Was in der Verwaltungsgerichtsbeschwerde vorgebracht wird, vermag zu keinem andern Ergebnis zu führen. Wohl mag es zutreffen, dass der Versicherte sich wiederholt beim Arbeitgeber bezüglich der Lohnzahlungen erkundigt und seine Lohnansprüche auch geltend gemacht hat. Es handelte sich jedoch ausschliesslich um telefonische Interventionen und nicht um rechtliche Schritte zur Realisierung der Lohnausstände, wie sie dem Leistungsansprecher auf Grund der Schadenminderungspflicht für die Zeit nach erfolgter Auflösung des Arbeitsverhältnisses obliegen. Es mag sodann als verständlich erscheinen, dass der Beschwerdeführer eine Rechtsschutzversicherung mit der Wahrung seiner Interessen beauftragt hat.

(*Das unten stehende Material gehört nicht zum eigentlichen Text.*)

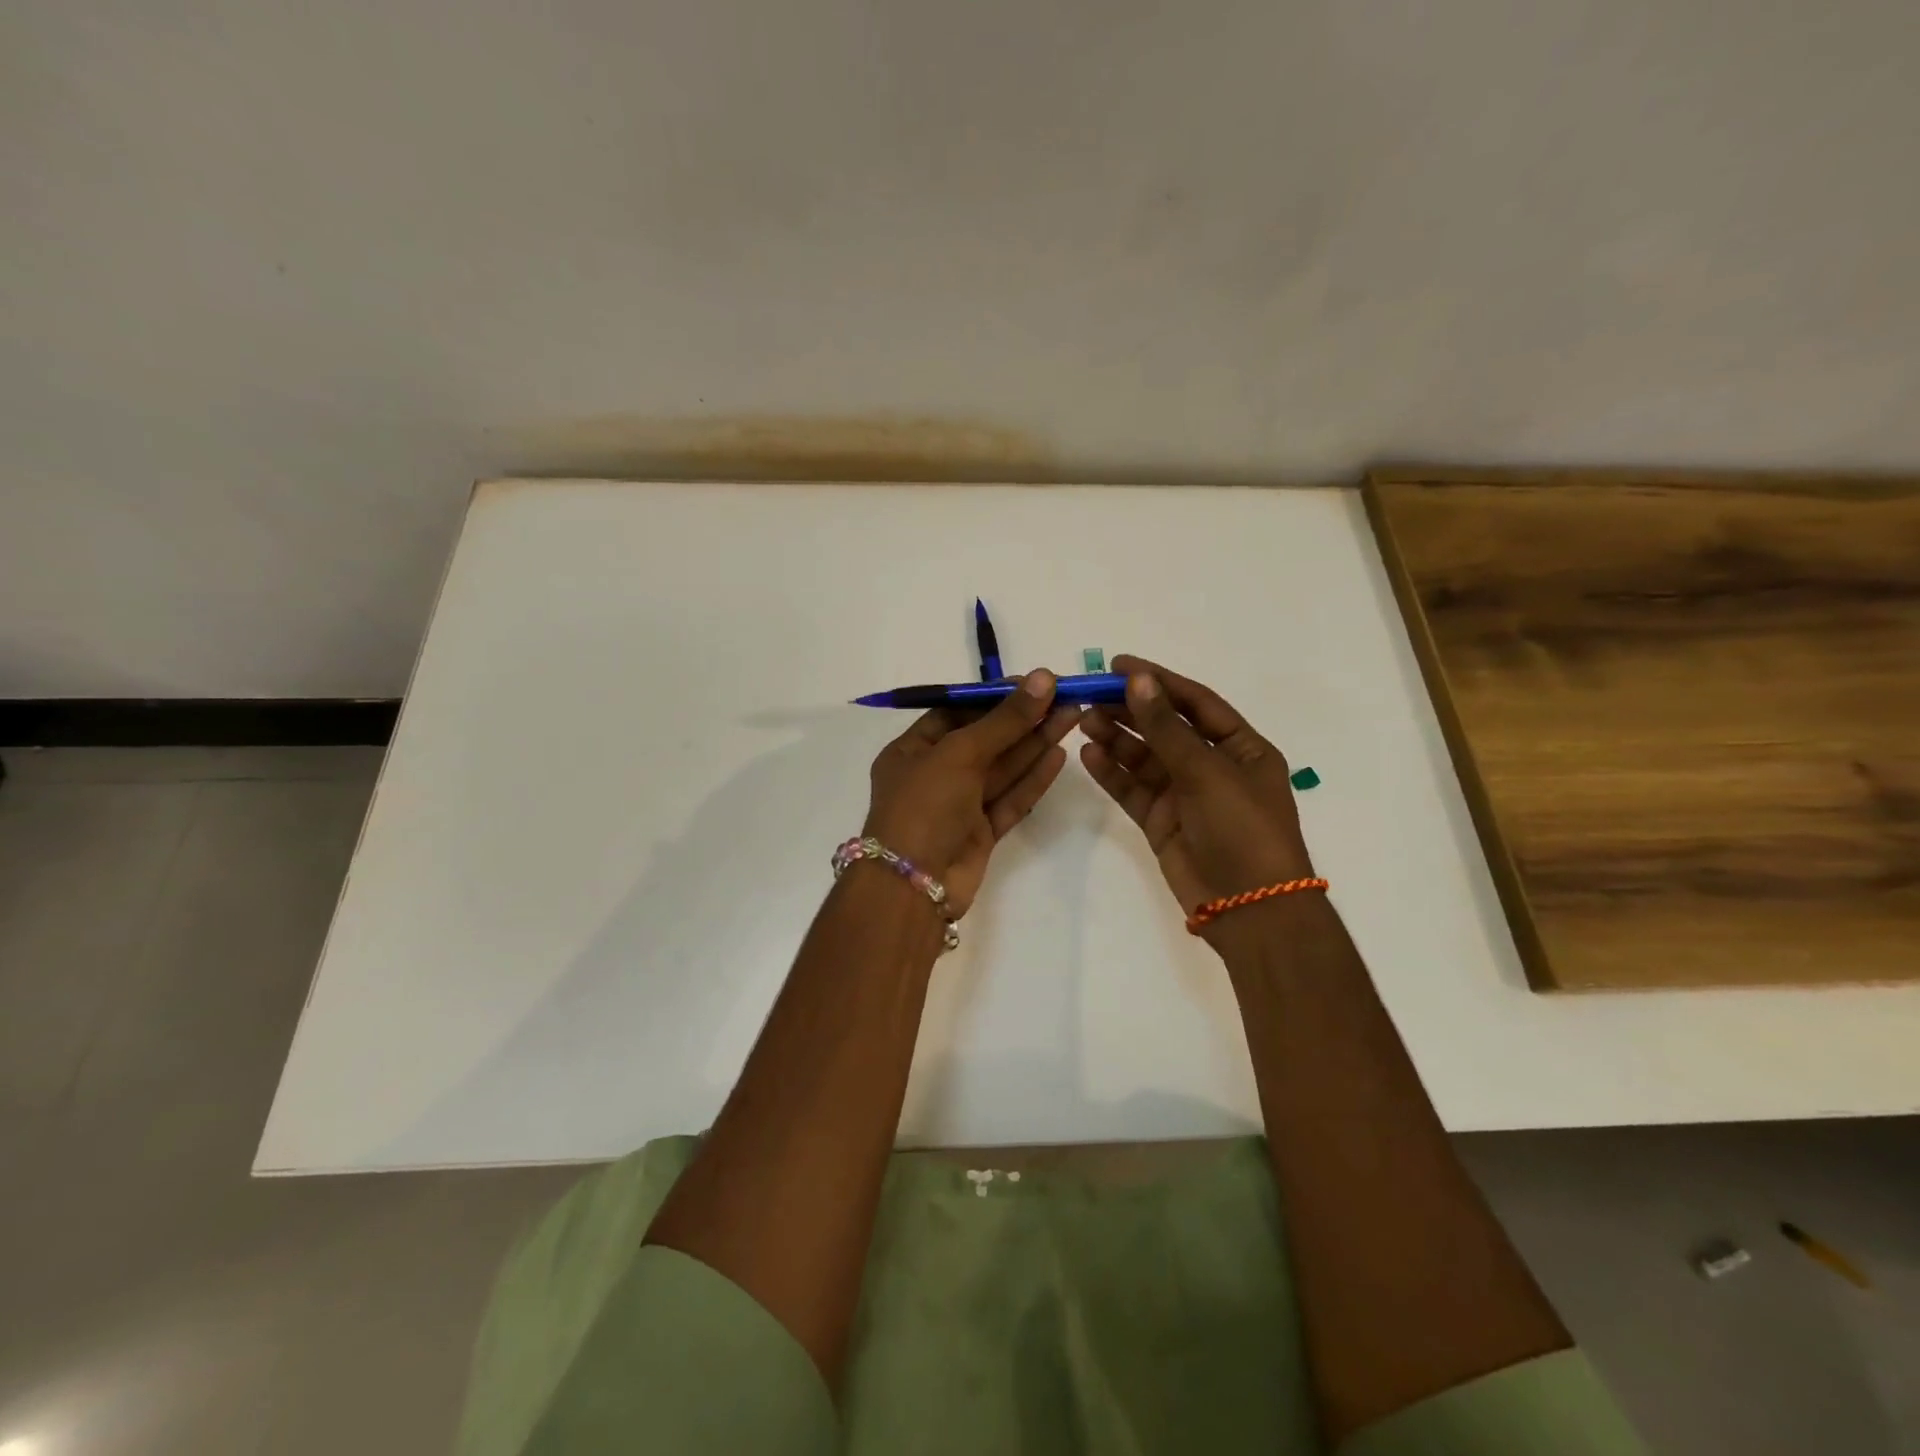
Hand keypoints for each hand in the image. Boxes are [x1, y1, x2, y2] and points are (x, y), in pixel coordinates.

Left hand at [863, 670, 1081, 917]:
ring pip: (1002, 769)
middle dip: (1023, 719)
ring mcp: (959, 806)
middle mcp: (934, 775)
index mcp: (912, 751)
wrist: (913, 886)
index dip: (993, 698)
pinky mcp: (981, 833)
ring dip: (1035, 743)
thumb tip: (1042, 679)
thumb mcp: (960, 753)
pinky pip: (1009, 799)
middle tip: (1064, 696)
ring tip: (1073, 715)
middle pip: (985, 740)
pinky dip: (1033, 779)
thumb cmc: (924, 806)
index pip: (956, 714)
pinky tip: (1059, 754)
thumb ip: (1004, 720)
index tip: (1032, 684)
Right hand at [1079, 655, 1313, 926]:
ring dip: (1116, 738)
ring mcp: (1186, 795)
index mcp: (1242, 748)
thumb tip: (1138, 680)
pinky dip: (1112, 772)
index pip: (1195, 703)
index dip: (1159, 681)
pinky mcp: (1162, 821)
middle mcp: (1213, 766)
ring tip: (1083, 721)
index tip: (1118, 665)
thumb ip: (1166, 727)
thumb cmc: (1242, 829)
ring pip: (1145, 758)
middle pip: (1165, 728)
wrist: (1250, 908)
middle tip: (1090, 694)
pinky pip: (1134, 789)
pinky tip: (1088, 755)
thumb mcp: (1207, 771)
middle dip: (1130, 710)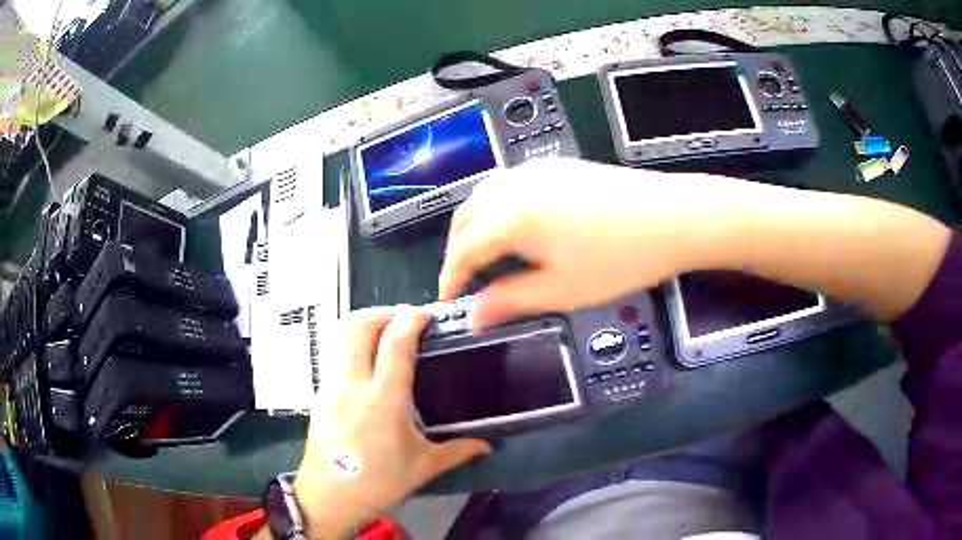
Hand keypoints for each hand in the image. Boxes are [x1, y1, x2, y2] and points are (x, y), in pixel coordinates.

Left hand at [292, 307, 490, 538]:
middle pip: (357, 326)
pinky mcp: (319, 394)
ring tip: (386, 335)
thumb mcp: (422, 468)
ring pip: (340, 336)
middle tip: (404, 320)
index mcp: (383, 401)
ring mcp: (330, 387)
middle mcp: (352, 385)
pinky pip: (335, 355)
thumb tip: (487, 445)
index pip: (394, 344)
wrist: (328, 498)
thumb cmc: (377, 483)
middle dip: (382, 312)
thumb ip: (457, 451)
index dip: (411, 320)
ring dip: (364, 325)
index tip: (425, 314)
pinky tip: (368, 366)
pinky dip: (352, 345)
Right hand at [439, 158, 747, 328]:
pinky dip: (496, 206)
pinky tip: (514, 224)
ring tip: (484, 254)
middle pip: (467, 216)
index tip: (448, 300)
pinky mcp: (557, 166)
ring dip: (474, 225)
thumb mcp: (561, 289)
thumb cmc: (618, 259)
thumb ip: (510, 301)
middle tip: (464, 281)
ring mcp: (537, 170)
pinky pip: (509, 183)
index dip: (451, 277)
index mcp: (511, 216)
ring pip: (485, 194)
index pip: (464, 249)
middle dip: (458, 249)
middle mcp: (515, 185)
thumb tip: (473, 317)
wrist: (671, 217)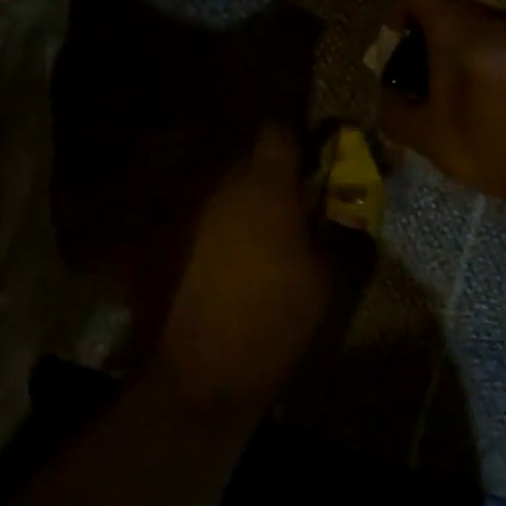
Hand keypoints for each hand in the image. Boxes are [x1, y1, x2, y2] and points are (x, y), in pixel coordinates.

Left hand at [158, 126, 331, 413]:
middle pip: (247, 161)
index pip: (277, 132)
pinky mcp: (161, 238)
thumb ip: (335, 231)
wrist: (201, 373)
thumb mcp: (325, 279)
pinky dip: (210, 230)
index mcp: (265, 188)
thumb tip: (344, 208)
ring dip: (238, 205)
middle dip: (268, 179)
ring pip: (220, 190)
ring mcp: (185, 211)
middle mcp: (220, 186)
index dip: (296, 144)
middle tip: (287, 212)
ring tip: (252, 243)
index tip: (309, 169)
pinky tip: (218, 264)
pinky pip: (195, 218)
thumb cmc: (275, 320)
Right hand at [378, 0, 505, 215]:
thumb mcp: (431, 140)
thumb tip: (391, 95)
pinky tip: (498, 108)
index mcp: (462, 29)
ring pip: (480, 30)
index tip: (403, 52)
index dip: (400, 12)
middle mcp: (497, 19)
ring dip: (463, 57)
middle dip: (430, 43)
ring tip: (464, 103)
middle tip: (428, 88)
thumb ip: (396, 112)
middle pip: (450, 10)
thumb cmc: (496, 147)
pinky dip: (491, 66)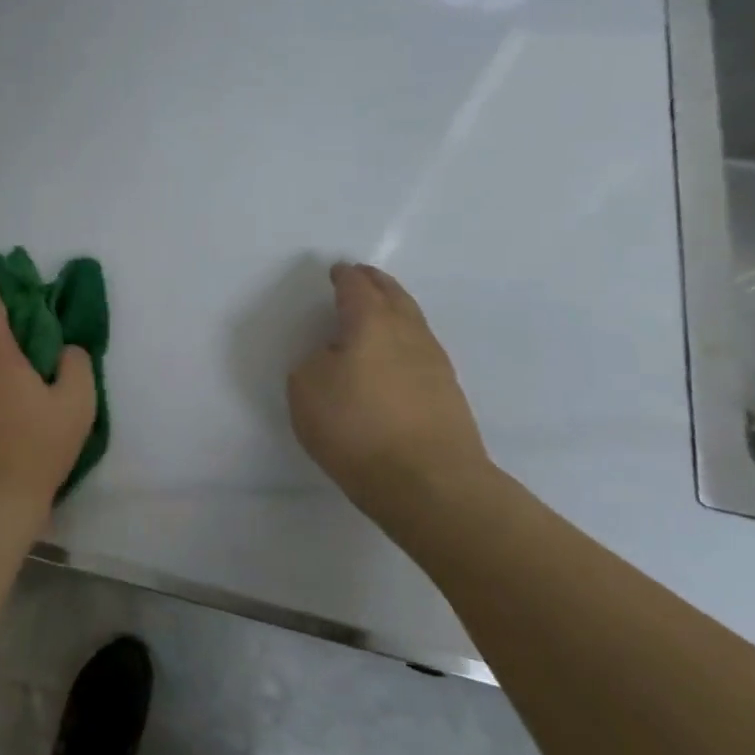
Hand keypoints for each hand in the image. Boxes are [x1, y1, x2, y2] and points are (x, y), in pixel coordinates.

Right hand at [286, 262, 495, 534]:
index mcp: (371, 322)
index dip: (344, 277)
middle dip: (376, 283)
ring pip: (413, 321)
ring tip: (378, 312)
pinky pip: (420, 350)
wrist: (429, 483)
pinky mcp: (448, 393)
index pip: (356, 288)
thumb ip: (315, 361)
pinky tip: (394, 355)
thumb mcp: (307, 388)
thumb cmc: (356, 427)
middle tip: (362, 277)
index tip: (337, 271)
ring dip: (395, 309)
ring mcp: (435, 363)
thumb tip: (335, 357)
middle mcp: (408, 333)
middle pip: (394, 296)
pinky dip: (404, 340)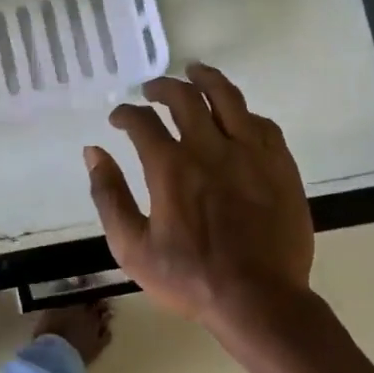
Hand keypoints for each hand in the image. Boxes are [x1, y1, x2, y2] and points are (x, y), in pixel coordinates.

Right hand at [85, 63, 314, 332]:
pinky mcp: (279, 164)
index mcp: (170, 166)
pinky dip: (243, 113)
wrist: (260, 300)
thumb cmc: (190, 277)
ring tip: (195, 71)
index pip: (142, 121)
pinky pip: (262, 124)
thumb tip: (93, 152)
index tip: (119, 118)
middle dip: (162, 87)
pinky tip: (236, 115)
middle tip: (152, 90)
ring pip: (227, 97)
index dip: (126, 114)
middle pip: (184, 97)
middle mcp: (209, 147)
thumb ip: (109, 196)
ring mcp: (249, 152)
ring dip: (206, 79)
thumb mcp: (132, 247)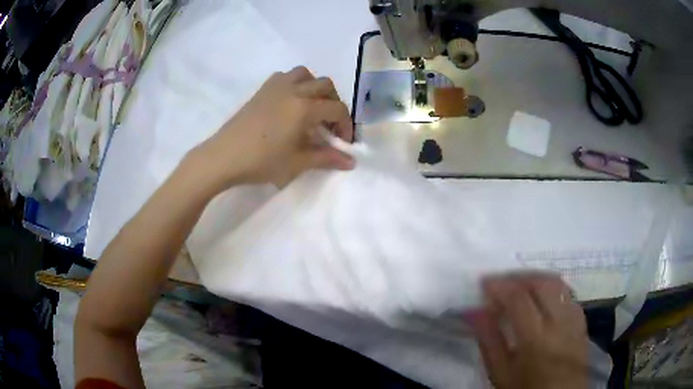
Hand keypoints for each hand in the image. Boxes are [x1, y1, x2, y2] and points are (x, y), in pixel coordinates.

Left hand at [196, 66, 354, 188]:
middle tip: (329, 125)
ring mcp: (276, 87)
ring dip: (315, 88)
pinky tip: (290, 102)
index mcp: (304, 108)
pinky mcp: (262, 90)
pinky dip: (295, 83)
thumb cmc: (261, 161)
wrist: (224, 156)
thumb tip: (351, 162)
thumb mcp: (297, 163)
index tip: (343, 143)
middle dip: (334, 103)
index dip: (346, 125)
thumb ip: (326, 158)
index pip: (337, 109)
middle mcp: (294, 90)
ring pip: (305, 74)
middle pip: (326, 86)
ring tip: (312, 108)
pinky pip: (285, 76)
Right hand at [469, 273, 588, 388]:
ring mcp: (574, 321)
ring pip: (560, 285)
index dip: (500, 285)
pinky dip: (554, 290)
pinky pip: (569, 296)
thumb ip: (489, 340)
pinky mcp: (582, 323)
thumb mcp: (500, 373)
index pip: (519, 298)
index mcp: (536, 338)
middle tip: (503, 282)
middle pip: (544, 283)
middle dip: (521, 277)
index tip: (485, 283)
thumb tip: (475, 311)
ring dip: (538, 279)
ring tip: (522, 287)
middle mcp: (559, 322)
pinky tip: (544, 300)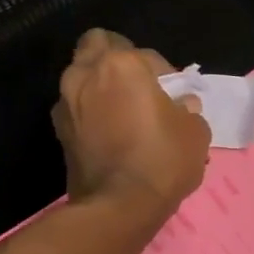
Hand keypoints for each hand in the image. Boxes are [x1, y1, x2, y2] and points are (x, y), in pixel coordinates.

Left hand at [53, 29, 210, 212]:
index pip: (148, 56)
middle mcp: (86, 74)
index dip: (165, 76)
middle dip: (117, 60)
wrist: (118, 207)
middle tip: (139, 88)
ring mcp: (66, 102)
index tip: (174, 98)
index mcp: (122, 65)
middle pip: (97, 45)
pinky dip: (90, 113)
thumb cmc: (162, 160)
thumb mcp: (195, 133)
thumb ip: (188, 110)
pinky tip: (109, 134)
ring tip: (122, 113)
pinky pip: (76, 108)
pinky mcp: (58, 131)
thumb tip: (181, 106)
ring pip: (82, 76)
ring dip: (99, 86)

Er kann jedoch nicht nachweisen, dass er dies vor der am 11. November 2002 erfolgten Konkurseröffnung über den Arbeitgeber getan hat. Es liegt diesbezüglich lediglich ein Schreiben der Orion vom 12. Dezember 2002 vor, mit welchem diese vom ehemaligen Arbeitgeber nähere Angaben zum Arbeitsverhältnis und zu den Lohnverhältnissen verlangt hat. Selbst wenn dem Beschwerdeführer anlässlich der Kontaktnahme mit der Rechtsschutzversicherung die Konkurseröffnung noch nicht bekannt gewesen sein sollte, ist ihm vorzuhalten, dass er ohne ersichtlichen Grund mit Massnahmen zur Realisierung der Lohnausstände zugewartet hat, obschon er mit einem Lohnverlust rechnen musste. Der Lohnausstand hat zwar nur etwas mehr als drei Monate umfasst und zwischen der Auflösung des Arbeitsverhältnisses und der Konkurseröffnung liegen lediglich rund zwei Monate. Nach den gesamten Umständen ist die verfügte Leistungsverweigerung jedoch nicht als unverhältnismässig zu qualifizieren. Schliesslich kann entgegen den Ausführungen in der Verwaltungsgerichtsbeschwerde nicht angenommen werden, dass der Schaden (Lohnverlust) auch bei pflichtgemässem Handeln nicht zu vermeiden gewesen wäre. Denn es ist nicht auszuschliessen, dass bei sofortiger Androhung oder Einleitung betreibungsrechtlicher Massnahmen noch eine Zahlung erfolgt wäre. Demzufolge besteht kein Grund, die Rechtmässigkeit der Leistungsverweigerung mangels einer Kausalität des pflichtwidrigen Verhaltens des Beschwerdeführers zu verneinen. 
 
Demnach erkennt das Eidg. Versicherungsgericht: 
1. 
Die Verwaltungsgerichtsbeschwerde wird abgewiesen. 
2. 
Es werden keine Gerichtskosten erhoben. 
3. 
Dieses Urteil wird den Parteien, dem Versicherungsgericht des Kantons Aargau, dem Amt für Wirtschaft und Arbeit des Kantons Aargau und dem Staatssekretariat für Wirtschaft zugestellt.